TASK STATEMENT
Pictures appear among the records below and must be omitted. Repeat exactly the lines from the line with "ring pip: (179, 172)" to the line with "index tip: (888, 437)", both included.

▶

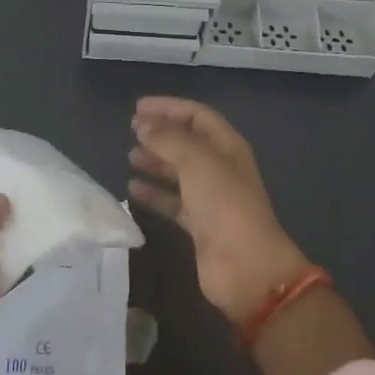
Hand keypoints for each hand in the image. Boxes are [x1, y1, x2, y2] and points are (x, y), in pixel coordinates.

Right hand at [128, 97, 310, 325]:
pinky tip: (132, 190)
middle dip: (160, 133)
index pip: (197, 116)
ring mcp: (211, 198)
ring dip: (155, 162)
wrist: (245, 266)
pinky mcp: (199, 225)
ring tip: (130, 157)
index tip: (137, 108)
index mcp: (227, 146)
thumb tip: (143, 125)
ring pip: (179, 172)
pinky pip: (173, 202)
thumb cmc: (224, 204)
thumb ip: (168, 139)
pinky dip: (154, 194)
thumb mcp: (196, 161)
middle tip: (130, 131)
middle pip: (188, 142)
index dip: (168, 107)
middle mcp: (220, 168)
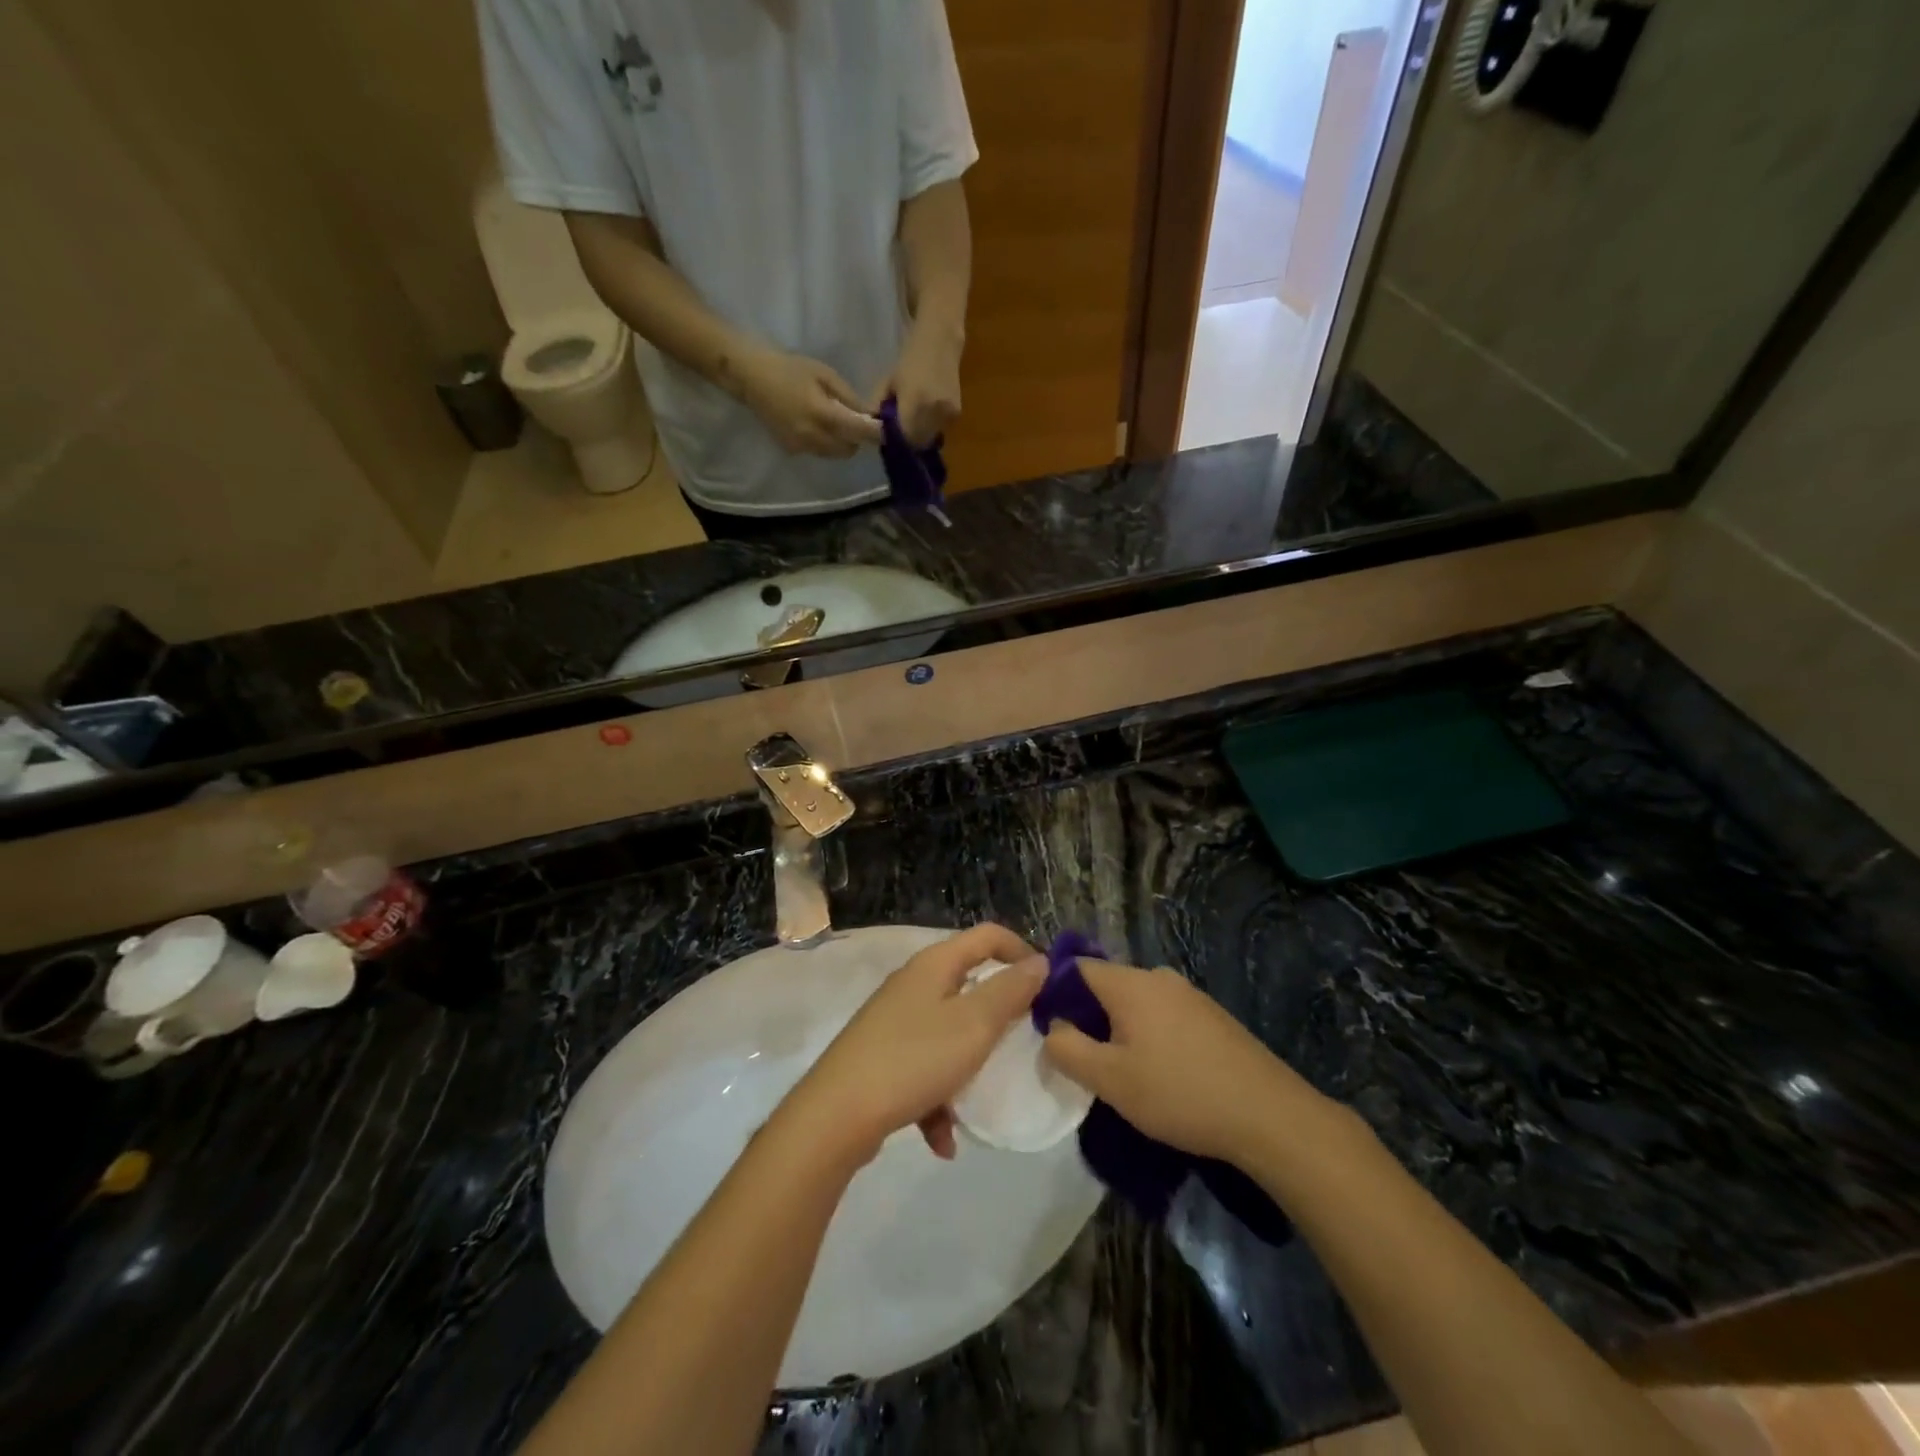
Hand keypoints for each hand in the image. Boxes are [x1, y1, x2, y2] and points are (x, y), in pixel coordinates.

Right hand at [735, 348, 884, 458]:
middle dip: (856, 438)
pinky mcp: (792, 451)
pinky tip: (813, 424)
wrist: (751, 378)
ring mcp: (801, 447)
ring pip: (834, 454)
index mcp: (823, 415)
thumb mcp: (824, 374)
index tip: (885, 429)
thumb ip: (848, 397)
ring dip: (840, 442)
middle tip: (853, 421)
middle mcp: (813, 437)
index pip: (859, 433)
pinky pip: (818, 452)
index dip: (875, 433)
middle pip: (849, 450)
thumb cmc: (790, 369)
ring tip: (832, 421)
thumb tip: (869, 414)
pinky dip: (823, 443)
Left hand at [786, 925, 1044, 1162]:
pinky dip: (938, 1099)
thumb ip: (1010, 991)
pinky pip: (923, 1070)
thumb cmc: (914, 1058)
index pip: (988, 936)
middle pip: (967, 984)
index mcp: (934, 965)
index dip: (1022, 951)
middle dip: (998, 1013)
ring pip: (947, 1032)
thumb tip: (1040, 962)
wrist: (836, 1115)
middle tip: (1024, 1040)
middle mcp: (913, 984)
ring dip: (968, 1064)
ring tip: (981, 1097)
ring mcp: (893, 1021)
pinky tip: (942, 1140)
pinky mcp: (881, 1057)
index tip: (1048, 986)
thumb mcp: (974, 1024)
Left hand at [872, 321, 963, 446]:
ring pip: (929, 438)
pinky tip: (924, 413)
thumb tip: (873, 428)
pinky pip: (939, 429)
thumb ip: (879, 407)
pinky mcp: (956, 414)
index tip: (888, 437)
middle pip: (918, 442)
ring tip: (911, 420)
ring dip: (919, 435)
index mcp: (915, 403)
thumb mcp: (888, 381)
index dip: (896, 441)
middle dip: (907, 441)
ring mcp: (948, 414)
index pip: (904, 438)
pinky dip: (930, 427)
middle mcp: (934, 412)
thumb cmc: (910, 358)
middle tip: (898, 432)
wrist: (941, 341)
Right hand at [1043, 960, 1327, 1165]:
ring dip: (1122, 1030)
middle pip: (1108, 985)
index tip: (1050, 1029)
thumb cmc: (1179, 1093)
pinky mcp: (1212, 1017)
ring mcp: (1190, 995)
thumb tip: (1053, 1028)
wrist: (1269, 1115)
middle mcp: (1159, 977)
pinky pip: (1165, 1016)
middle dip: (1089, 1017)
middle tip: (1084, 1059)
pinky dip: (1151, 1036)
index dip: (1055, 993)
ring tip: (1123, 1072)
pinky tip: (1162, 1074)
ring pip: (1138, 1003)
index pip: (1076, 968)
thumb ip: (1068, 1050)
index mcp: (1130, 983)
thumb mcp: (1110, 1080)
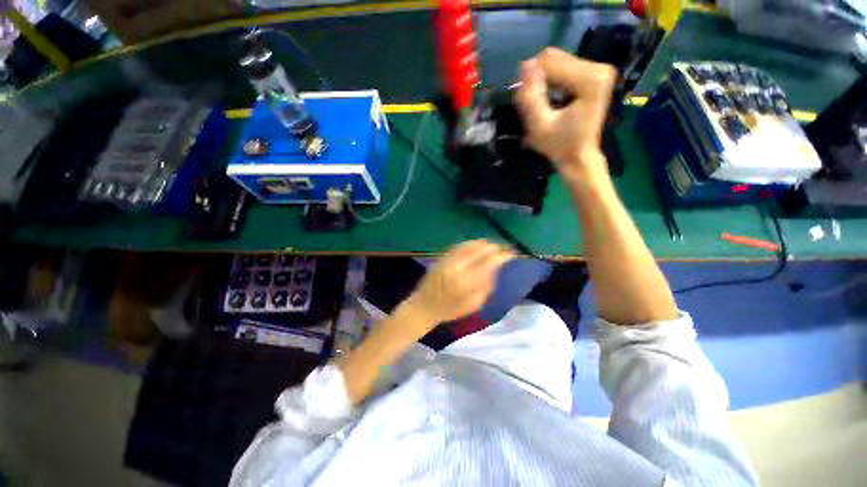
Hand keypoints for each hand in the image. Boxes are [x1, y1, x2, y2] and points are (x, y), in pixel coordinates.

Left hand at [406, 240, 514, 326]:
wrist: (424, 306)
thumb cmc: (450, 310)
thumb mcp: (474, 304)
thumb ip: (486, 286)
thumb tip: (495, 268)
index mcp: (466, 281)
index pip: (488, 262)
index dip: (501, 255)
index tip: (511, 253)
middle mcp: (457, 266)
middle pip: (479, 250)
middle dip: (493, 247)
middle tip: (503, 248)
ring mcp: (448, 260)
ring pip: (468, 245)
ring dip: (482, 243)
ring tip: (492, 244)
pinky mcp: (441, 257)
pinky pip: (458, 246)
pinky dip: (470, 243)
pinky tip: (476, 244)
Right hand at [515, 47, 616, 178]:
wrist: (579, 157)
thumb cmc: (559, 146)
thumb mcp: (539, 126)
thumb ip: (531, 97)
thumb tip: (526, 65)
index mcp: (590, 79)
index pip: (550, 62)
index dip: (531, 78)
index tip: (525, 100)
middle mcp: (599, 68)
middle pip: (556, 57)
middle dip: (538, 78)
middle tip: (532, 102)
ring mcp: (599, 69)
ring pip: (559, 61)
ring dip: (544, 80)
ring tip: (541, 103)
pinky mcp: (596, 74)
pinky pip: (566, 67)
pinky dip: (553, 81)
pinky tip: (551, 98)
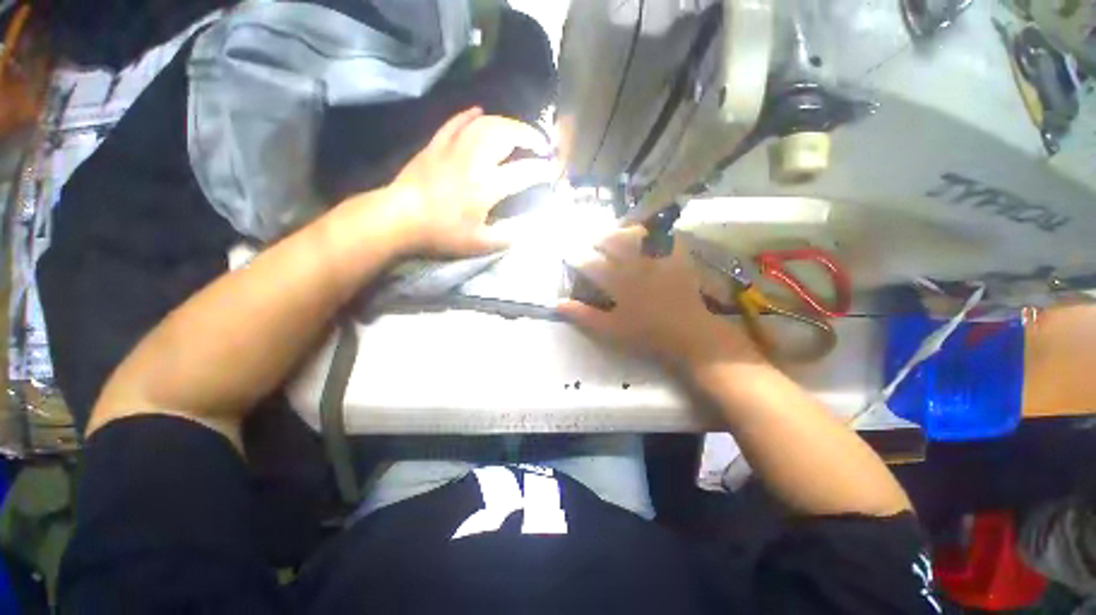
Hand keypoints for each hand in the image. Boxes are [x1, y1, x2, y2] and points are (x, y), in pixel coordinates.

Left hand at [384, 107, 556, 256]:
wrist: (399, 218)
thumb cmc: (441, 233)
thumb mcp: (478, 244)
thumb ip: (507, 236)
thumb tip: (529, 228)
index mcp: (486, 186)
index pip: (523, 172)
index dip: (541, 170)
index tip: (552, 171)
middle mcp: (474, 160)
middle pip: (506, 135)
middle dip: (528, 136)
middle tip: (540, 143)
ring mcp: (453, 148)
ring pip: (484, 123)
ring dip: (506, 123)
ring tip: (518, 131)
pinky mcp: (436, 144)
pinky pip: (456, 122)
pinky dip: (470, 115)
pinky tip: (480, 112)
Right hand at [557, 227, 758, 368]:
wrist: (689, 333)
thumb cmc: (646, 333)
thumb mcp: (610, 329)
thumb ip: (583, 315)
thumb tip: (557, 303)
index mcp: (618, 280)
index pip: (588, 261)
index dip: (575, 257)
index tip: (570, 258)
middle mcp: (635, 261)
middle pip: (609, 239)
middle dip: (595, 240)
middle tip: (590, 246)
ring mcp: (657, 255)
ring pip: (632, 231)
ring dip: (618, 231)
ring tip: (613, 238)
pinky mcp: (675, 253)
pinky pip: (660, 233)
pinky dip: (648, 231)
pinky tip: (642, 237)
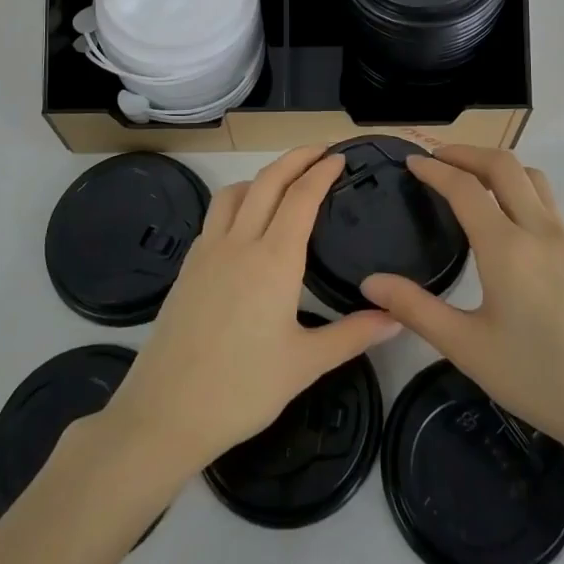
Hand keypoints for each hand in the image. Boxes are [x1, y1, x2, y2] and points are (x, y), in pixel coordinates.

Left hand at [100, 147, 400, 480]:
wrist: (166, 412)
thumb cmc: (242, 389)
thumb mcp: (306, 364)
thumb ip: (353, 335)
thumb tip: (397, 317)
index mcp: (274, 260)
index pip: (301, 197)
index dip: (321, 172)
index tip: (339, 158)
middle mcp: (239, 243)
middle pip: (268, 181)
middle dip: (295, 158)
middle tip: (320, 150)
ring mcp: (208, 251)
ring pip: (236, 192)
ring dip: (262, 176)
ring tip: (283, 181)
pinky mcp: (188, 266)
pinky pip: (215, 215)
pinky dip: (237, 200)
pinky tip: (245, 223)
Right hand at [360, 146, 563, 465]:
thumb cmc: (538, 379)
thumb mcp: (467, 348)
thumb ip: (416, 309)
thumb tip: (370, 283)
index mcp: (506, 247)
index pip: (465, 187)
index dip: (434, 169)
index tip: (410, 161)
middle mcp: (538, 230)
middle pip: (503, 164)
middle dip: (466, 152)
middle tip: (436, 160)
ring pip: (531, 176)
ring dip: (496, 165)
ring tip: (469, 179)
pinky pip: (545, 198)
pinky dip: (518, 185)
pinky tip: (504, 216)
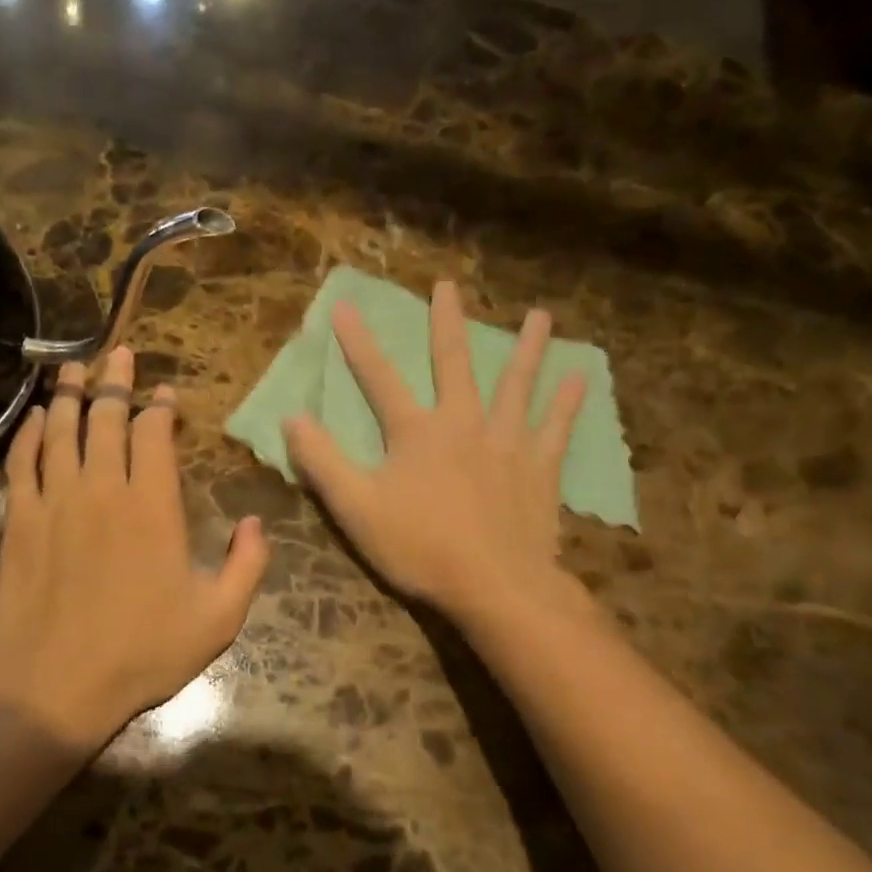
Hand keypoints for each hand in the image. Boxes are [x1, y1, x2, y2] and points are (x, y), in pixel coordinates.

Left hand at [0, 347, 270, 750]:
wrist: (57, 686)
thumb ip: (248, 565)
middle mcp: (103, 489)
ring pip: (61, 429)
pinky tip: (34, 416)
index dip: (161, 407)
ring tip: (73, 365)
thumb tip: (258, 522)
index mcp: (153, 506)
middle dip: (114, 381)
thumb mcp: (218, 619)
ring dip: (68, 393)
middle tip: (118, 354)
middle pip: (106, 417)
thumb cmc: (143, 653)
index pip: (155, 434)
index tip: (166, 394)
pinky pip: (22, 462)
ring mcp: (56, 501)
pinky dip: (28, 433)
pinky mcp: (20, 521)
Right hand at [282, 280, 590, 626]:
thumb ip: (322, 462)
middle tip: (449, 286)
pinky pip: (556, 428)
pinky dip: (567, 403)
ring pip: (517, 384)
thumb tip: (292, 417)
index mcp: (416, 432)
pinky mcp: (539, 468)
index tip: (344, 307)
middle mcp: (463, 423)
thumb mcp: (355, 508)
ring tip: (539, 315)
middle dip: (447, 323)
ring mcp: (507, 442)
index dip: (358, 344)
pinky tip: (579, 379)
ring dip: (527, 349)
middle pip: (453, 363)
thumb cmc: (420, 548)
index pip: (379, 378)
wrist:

◀

RESULT FOR THIS TASK
ring pip: (179, 172)
pinky pip: (173, 202)
thumb cmc: (224, 204)
thumb ip: (168, 139)
pinky dip: (154, 194)
thumb mcp: (196, 161)
middle tip: (130, 131)
middle pip: (188, 142)
index dip: (168, 107)
middle mcp: (220, 168)
Hand keypoints for each hand in the image. Boxes are [x1, y1, x2, y2] and points are (x, y), in pixel coordinates.

Right hand at [735, 348, 884, 458]:
middle dip: (856, 438)
pinky mcp: (792, 451)
pinky tip: (813, 424)
wrist: (751, 378)
ring mcp: (801, 447)
ring pip: (834, 454)
index mcp: (823, 415)
thumb mcp: (824, 374)
index tip: (885, 429)
thumb ip: (848, 397)
ring dip: (840, 442)
middle tip: (853, 421)
middle mcp: (813, 437)
index pip: (859, 433)
pinky pip: (818, 452)
index dip: (875, 433)
middle pip: (849, 450)
thumb cmc: (790, 369)
ring tip: (832, 421)
thumb tip: (869, 414)
pinky dip: (823, 443)
Left hand at [786, 925, 1044, 1162]:
pinky dip: (938, 1099)
thumb ip: (1010, 991)
pinky pip: (923, 1070)
thumb cmc: (914, 1058)
index pip: (988, 936)
middle pip: (967, 984)
index mcp: (934, 965)
index dip: (1022, 951)
middle dip: (998, 1013)
ring pip: (947, 1032)
thumb tip: (1040, 962)
wrist: (836, 1115)
middle tip: (1024, 1040)
middle mcp: (913, 984)
ring dip: (968, 1064)
ring tip: (981, 1097)
ring mcp: (893, 1021)
pinky tip: (942, 1140)
pinky mcp: (881, 1057)
index tip: (1048, 986)
thumb mcp: (974, 1024)
Left hand at [872, 321, 963, 446]:
ring pip: (929, 438)
pinky tip: (924, 413)
thumb tip: (873, 428)
pinky pip: (939, 429)
thumb ip: (879, 407)
pinky mcp: (956, 414)
index tip: (888, 437)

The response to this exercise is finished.